[Stored data entries]

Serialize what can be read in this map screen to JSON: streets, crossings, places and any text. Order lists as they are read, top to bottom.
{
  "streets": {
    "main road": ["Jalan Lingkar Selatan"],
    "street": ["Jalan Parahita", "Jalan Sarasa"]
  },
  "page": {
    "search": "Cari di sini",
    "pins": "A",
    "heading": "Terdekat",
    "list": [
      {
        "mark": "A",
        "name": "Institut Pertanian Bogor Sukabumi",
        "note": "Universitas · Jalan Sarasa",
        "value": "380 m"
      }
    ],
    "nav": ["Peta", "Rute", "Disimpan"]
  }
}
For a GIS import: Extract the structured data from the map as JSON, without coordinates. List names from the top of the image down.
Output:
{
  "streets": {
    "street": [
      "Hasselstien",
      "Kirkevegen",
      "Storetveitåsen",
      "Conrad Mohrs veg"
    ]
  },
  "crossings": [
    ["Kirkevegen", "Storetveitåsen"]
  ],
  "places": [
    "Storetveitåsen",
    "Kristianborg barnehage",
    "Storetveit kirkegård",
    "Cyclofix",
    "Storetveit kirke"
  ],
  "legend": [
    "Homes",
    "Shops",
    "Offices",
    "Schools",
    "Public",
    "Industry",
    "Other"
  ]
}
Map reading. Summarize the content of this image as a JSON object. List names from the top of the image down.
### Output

[About this task]
Every one of the entries must be printed exactly.

[Exercise output]
Serialize what can be read in this map screen to JSON: streets, crossings, places and any text. Order lists as they are read, top to bottom.
{
  "streets": {
    "main road": ["Jalan Lingkar Selatan"],
    "street": ["Jalan Parahita", "Jalan Sarasa"]
  },
  "page": {
    "search": "Cari di sini",
    "pins": "A",
    "heading": "Terdekat",
    "list": [
      {
        "mark": "A",
        "name": "Institut Pertanian Bogor Sukabumi",
        "note": "Universitas · Jalan Sarasa",
        "value": "380 m"
      }
    ],
    "nav": ["Peta", "Rute", "Disimpan"]
  }
}
For a GIS import: Extract the structured data from the map as JSON, without coordinates. List names from the top of the image down.
Output:
{
  "streets": {
    "street": [
      "Hasselstien",
      "Kirkevegen",
      "Storetveitåsen",
      "Conrad Mohrs veg"
    ]
  },
  "crossings": [
    ["Kirkevegen", "Storetveitåsen"]
  ],
  "places": [
    "Storetveitåsen",
    "Kristianborg barnehage",
    "Storetveit kirkegård",
    "Cyclofix",
    "Storetveit kirke"
  ],
  "legend": [
    "Homes",
    "Shops",
    "Offices",
    "Schools",
    "Public",
    "Industry",
    "Other"
  ]
}
Map reading. Summarize the content of this image as a JSON object. List names from the top of the image down.
### Output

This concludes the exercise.